The Andersons were Presbyterian in a Catholic city, and lived cloistered within the campus walls. Uí Chionna surmised that the family’s relative isolation from their wider society “led Emily to be very self-reliant and secretive”. It was at Galway that Anderson studied, swiftly displaying her outstanding ability with languages. She graduated with first-class honours and “special distinction” in both French and German.
“It’s ironic, but it is also a fact,” she says. “Emily worked for British intelligence all her professional life. Yes, she was an Irish woman, born and raised in Ireland. But she was recruited to British intelligence; she was born in 1891 into the British Empire, and she was recruited in 1917 and became a permanent member of the British Foreign Office in 1920. She is British to all intents and purposes. And she wasn’t the only one.
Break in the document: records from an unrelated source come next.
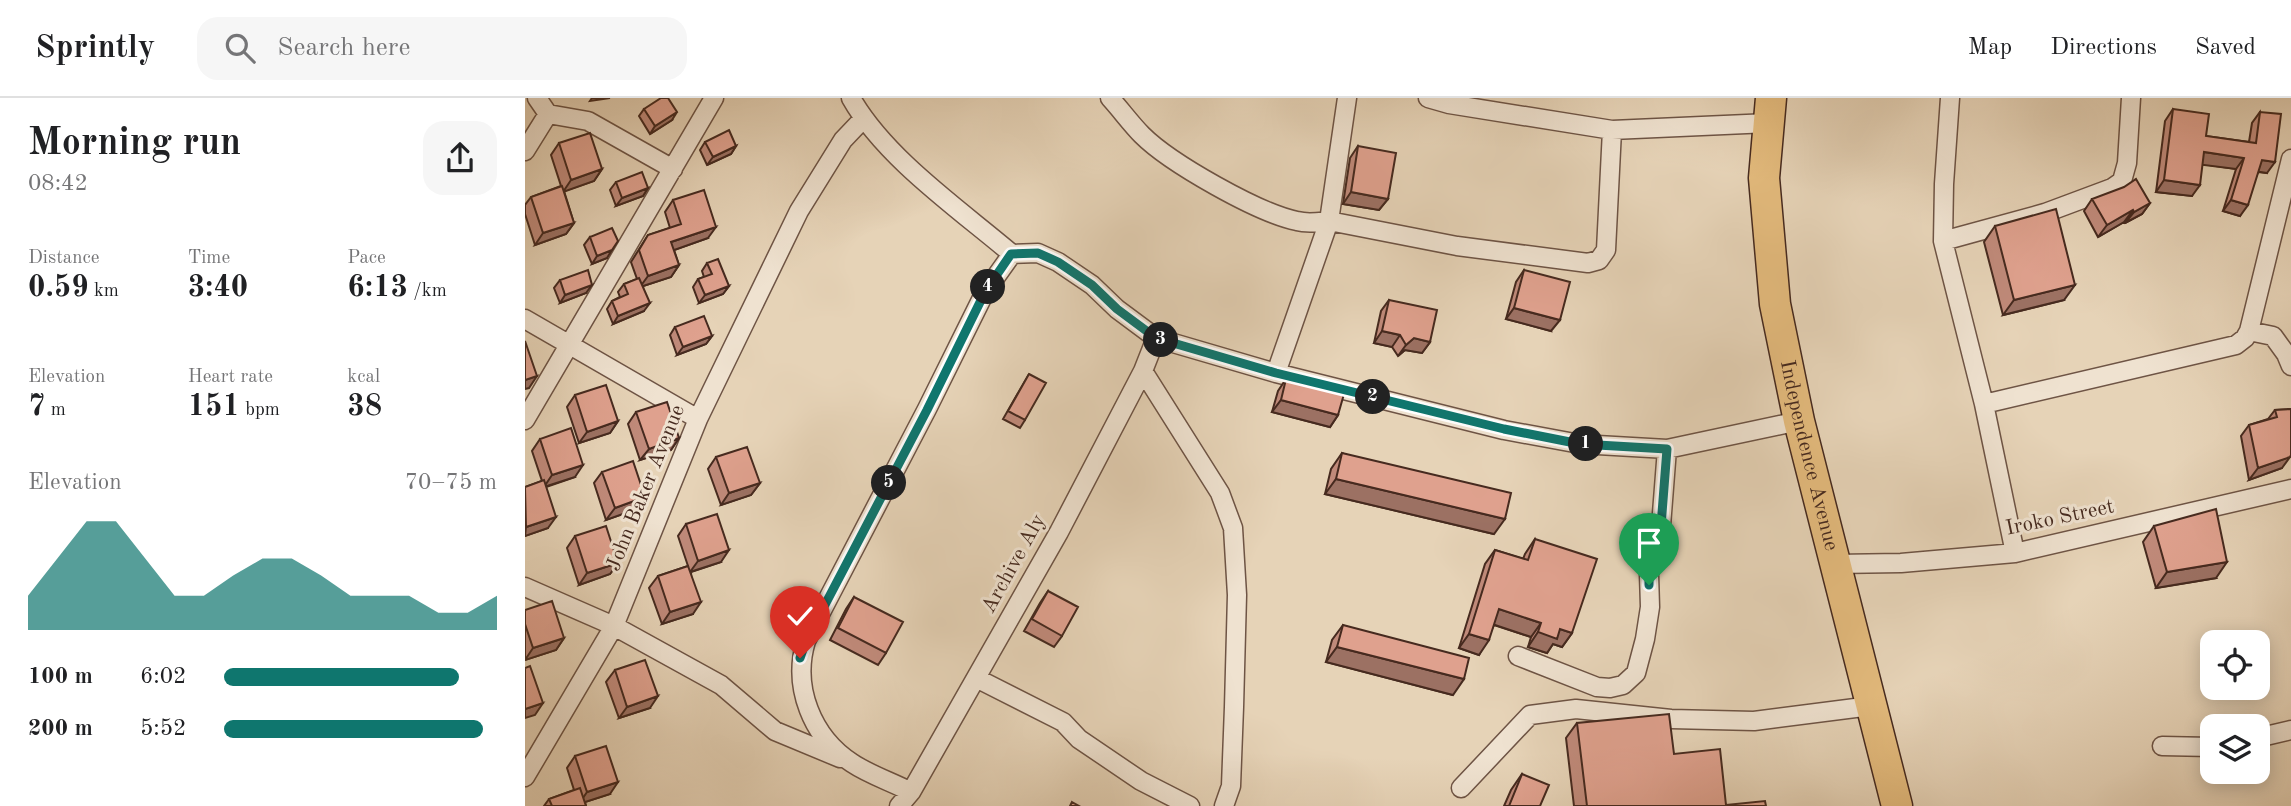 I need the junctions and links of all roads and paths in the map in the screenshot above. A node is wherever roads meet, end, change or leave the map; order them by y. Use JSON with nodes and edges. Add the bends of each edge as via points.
{"nodes":[{"id":1,"x":537,"y":98,"type":"edge"},
{"id":2,"x":714,"y":98,"type":"edge"},
{"id":3,"x":851,"y":98,"type":"edge"},
{"id":4,"x":1111,"y":98,"type":"edge"},
{"id":5,"x":1347,"y":98,"type":"edge"},
{"id":6,"x":1428,"y":98,"type":"edge"},
{"id":7,"x":1950,"y":98,"type":"edge"},
{"id":8,"x":2131,"y":98,"type":"edge"},
{"id":9,"x":1770,"y":111,"type":"edge"},
{"id":10,"x":548,"y":114,"type":"junction"},
{"id":11,"x":863,"y":119,"type":"junction"},
{"id":12,"x":1612,"y":130,"type":"junction"},
{"id":13,"x":525,"y":152,"type":"edge"},
{"id":14,"x":2291,"y":159,"type":"edge"},
{"id":15,"x":673,"y":169,"type":"junction"},
{"id":16,"x":1329,"y":221,"type":"junction"},
{"id":17,"x":1943,"y":241,"type":"junction"},
{"id":18,"x":1011,"y":254,"type":"junction"},
{"id":19,"x":525,"y":319,"type":"edge"},
{"id":20,"x":2249,"y":331,"type":"junction"},
{"id":21,"x":1156,"y":338,"type":"junction"},
{"id":22,"x":571,"y":344,"type":"junction"},
{"id":23,"x":2291,"y":366,"type":"edge"},
{"id":24,"x":1143,"y":371,"type":"junction"},
{"id":25,"x":1276,"y":373,"type":"junction"},
{"id":26,"x":1984,"y":404,"type":"junction"},
{"id":27,"x":698,"y":419,"type":"junction"},
{"id":28,"x":525,"y":420,"type":"edge"},
{"id":29,"x":1799,"y":421,"type":"junction"},
{"id":30,"x":1667,"y":449,"type":"junction"},
{"id":31,"x":2291,"y":489,"type":"edge"},
{"id":32,"x":2015,"y":552,"type":"junction"},
{"id":33,"x":1835,"y":564,"type":"junction"},
{"id":34,"x":525,"y":587,"type":"edge"},
{"id":35,"x":614,"y":626,"type":"junction"},
{"id":36,"x":1518,"y":656,"type":"dead end"},
{"id":37,"x":976,"y":678,"type":"junction"},
{"id":38,"x":1871,"y":706,"type":"junction"},
{"id":39,"x":2291,"y":730,"type":"edge"},
{"id":40,"x":2270,"y":735,"type":"edge"},
{"id":41,"x":2162,"y":747,"type":"dead end"},
{"id":42,"x":2200,"y":747,"type":"edge"},
{"id":43,"x":852,"y":763,"type":"junction"},
{"id":44,"x":527,"y":769,"type":"edge"},
{"id":45,"x":1461,"y":788,"type":"dead end"},
{"id":46,"x":911,"y":792,"type":"junction"},
{"id":47,"x":899,"y":806,"type":"edge"},
{"id":48,"x":1189,"y":806,"type":"edge"},
{"id":49,"x":1224,"y":806,"type":"edge"},
{"id":50,"x":1897,"y":806,"type":"edge"}],
"edges":[{"from":1,"to":10,"type":"street"},
{"from":2,"to":15,"type":"street"},
{"from":3,"to":11,"type":"street"},
{"from":4,"to":16,"type":"street","via":[[1143,136],[1201,177],[1295,221]]},
{"from":5,"to":16,"type":"street"},
{"from":6,"to":12,"type":"street"},
{"from":7,"to":17,"type":"street"},
{"from":8,"to":17,"type":"street","via":[[2122,181],[2045,213]]},
{"from":9,"to":12,"type":"street"},
{"from":9,"to":29,"type":"highway","name":"Independence Avenue","via":[[1764,178],[1775,304]]},
{"from":10,"to":13,"type":"street"},
{"from":10,"to":15,"type":"street","via":[[588,121]]},
{"from":11,"to":18,"type":"street","via":[[906,165]]},
{"from":11,"to":27,"type":"street","name":"John Baker Avenue","via":[[843,141],[799,211]]},
{"from":12,"to":16,"type":"street","via":[[1606,250],[1599,260],[1588,263],[1457,246]]},
{"from":14,"to":20,"type":"street"},
{"from":15,"to":22,"type":"street"},
{"from":16,"to":25,"type":"street"},
{"from":17,"to":26,"type":"street"},
{"from":18,"to":21,"type":"street","via":[[1038,253],[1058,262]]},
{"from":18,"to":43,"type":"street","via":[[985,292],[800,658],[806,705],[820,732]]},
{"from":19,"to":22,"type":"street"},
{"from":20,"to":23,"type":"street","via":[[2273,336]]},
{"from":20,"to":26,"type":"street","via":[[2237,345]]},
{"from":21,"to":24,"type":"street","name":"Archive Aly"},
{"from":21,"to":25,"type":"street"},
{"from":22,"to":27,"type":"street"},
{"from":22,"to":28,"type":"street"},
{"from":24,"to":37,"type":"street","name":"Archive Aly"},
{"from":24,"to":49,"type":"street","via":[[1220,494],[1233,528],[1237,595],[1234,707],[1231,786]]},
{"from":25,"to":30,"type":"street","via":[[1580,444]]},
{"from":26,"to":32,"type":"street"},
{"from":27,"to":35,"type":"street","name":"John Baker Avenue"},
{"from":29,"to":30,"type":"street"},
{"from":29,"to":33,"type":"highway","name":"Independence Avenue"},
{"from":30,"to":36,"type":"street","via":[[1661,526],[1649,574],[1650,607],[1636,673],[1623,685],[1597,687]]},
{"from":31,"to":32,"type":"street","name":"Iroko Street"},
{"from":32,"to":33,"type":"street","name":"Iroko Street"},
{"from":33,"to":38,"type":"highway","name":"Independence Avenue"},
{"from":34,"to":35,"type":"street"},
{"from":35,"to":43,"type":"street","via":[[721,685],[775,731]]},
{"from":35,"to":44,"type":"street","name":"John Baker Avenue"},
{"from":37,"to":46,"type":"street","name":"Archive Aly"},
{"from":37,"to":48,"type":"street","via":[[1062,722],[1141,781]]},
{"from":38,"to":45,"type":"street","via":[[1754,721],[1671,719],[1576,709],[1529,715]]},
{"from":38,"to":50,"type":"highway","name":"Independence Avenue"},
{"from":39,"to":40,"type":"street"},
{"from":41,"to":42,"type":"street"},
{"from":43,"to":46,"type":"street"},
{"from":46,"to":47,"type":"street","name":"Archive Aly"}]}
Many of those who worked there were decoders, which was a crucial but much less challenging job. At base, it involved listening in to the Morse code that came through the wireless signals and transcribing the dots and dashes into letters and numbers. “But you don’t know from that information what [is] the message being sent, or even what the language is. It could be German or Italian or French. And if that language is then encrypted, it’s a further complication. Experienced linguists like Emily would look for where you would expect to see a verb in a sentence. She could literally look at a page of what would look to the rest of us like gobbledegook, and she could make sense of it, and start to see patterns emerging.